- **Goal of the exercise**
Take every line from the entries below that includes the word "points" and copy it.
(Provided information)
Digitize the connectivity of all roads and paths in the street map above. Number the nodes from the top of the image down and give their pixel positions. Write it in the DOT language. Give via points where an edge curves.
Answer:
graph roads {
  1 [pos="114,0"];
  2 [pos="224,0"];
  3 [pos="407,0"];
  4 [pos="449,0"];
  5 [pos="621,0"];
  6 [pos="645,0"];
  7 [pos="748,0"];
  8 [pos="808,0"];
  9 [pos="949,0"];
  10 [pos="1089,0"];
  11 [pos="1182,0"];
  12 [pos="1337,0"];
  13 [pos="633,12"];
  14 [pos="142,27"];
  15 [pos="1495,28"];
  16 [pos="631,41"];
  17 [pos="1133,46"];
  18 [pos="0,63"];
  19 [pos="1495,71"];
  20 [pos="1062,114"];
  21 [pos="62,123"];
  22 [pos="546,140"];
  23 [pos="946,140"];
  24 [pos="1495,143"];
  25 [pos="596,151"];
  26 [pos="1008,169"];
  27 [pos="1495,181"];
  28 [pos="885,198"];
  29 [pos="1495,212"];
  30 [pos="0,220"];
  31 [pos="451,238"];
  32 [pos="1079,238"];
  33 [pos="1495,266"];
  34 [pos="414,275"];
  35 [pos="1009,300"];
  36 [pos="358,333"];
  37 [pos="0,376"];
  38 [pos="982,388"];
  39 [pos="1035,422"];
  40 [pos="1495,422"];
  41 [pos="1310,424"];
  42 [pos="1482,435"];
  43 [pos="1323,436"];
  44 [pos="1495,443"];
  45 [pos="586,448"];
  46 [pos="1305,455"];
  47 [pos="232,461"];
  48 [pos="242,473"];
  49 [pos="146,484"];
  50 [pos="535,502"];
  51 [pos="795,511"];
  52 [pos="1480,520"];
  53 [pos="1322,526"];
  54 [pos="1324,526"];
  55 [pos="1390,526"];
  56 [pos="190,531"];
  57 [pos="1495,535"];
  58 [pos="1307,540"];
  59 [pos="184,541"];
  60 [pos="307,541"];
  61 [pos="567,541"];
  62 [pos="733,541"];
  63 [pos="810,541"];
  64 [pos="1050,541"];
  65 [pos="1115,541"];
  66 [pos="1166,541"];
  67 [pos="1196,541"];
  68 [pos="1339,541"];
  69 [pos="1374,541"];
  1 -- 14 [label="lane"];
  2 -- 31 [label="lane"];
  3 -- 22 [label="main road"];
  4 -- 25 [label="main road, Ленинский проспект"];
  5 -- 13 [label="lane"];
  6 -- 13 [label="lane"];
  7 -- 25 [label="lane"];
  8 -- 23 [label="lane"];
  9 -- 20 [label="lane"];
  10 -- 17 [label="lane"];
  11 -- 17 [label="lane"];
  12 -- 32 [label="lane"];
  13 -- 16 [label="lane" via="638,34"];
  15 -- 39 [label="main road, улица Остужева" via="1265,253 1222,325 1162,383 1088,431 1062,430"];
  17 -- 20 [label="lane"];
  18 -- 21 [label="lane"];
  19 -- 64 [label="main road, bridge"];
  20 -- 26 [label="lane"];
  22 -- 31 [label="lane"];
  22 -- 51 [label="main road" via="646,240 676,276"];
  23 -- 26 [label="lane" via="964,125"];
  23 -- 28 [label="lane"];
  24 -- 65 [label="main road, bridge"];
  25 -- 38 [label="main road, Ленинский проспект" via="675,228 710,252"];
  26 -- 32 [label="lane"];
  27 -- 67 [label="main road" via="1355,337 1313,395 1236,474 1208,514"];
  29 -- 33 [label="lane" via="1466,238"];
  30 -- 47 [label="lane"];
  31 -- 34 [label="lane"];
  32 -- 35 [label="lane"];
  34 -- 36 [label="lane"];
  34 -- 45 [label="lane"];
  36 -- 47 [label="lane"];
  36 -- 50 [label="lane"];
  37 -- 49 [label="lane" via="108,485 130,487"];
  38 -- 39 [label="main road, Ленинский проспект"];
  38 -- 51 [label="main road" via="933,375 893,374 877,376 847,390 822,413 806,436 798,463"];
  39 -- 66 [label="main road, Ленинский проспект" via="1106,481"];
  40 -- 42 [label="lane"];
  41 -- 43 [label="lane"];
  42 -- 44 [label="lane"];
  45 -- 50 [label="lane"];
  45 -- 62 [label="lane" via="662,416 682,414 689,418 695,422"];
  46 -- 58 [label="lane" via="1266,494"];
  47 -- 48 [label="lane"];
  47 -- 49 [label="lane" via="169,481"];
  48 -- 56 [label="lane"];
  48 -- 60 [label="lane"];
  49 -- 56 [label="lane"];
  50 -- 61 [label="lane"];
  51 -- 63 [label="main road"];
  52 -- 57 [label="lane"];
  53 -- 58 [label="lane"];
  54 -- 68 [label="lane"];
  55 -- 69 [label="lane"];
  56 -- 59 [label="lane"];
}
(End Provided information)
(Provided information)
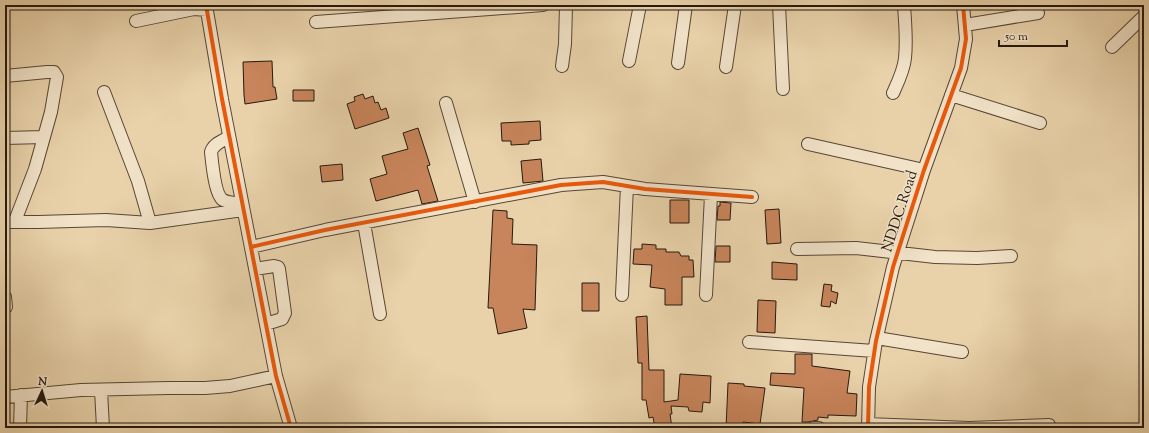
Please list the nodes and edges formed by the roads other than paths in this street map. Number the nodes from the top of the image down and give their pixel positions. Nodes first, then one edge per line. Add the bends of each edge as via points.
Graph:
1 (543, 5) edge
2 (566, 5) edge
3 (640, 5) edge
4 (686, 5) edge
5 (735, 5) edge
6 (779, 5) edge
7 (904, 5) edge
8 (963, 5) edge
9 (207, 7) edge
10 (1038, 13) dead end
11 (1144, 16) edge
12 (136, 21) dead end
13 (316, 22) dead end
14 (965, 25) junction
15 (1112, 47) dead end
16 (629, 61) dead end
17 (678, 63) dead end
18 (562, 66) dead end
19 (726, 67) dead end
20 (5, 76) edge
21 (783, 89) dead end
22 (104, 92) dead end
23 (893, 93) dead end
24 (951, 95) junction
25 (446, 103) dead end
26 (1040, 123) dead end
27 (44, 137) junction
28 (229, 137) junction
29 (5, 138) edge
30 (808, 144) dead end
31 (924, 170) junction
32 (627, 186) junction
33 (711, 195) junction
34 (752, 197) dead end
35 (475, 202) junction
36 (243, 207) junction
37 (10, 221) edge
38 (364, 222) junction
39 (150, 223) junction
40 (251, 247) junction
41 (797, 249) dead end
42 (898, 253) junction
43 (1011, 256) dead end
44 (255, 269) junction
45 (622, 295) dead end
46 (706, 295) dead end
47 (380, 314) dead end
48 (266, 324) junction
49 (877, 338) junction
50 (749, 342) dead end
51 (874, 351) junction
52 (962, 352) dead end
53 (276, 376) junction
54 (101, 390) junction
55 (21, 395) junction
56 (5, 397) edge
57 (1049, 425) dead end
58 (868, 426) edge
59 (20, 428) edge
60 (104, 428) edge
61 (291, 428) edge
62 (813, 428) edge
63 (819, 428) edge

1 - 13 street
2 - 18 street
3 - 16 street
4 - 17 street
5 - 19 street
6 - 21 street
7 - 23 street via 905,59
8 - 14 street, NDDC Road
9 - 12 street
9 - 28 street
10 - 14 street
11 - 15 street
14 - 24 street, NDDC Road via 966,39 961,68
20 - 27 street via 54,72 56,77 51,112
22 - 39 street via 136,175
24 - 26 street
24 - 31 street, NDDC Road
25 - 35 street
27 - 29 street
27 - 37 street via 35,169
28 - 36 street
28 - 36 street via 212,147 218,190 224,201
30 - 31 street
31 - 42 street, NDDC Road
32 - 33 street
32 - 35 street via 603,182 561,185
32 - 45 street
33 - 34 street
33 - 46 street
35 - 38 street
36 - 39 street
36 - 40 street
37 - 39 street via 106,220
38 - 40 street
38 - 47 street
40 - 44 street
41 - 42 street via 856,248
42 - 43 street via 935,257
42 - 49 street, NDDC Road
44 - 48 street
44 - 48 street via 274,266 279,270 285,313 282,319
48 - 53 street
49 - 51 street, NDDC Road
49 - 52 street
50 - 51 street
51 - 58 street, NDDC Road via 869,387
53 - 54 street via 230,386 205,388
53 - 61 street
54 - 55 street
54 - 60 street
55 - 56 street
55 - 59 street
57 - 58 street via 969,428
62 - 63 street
(End Provided information)
- **Answer to this task**
Digitize the connectivity of all roads and paths in the street map above. Number the nodes from the top of the image down and give their pixel positions. Write it in the DOT language. Give via points where an edge curves.
Please list the nodes and edges formed by the roads other than paths in this street map. Number the nodes from the top of the image down and give their pixel positions. Nodes first, then one edge per line. Add the bends of each edge as via points.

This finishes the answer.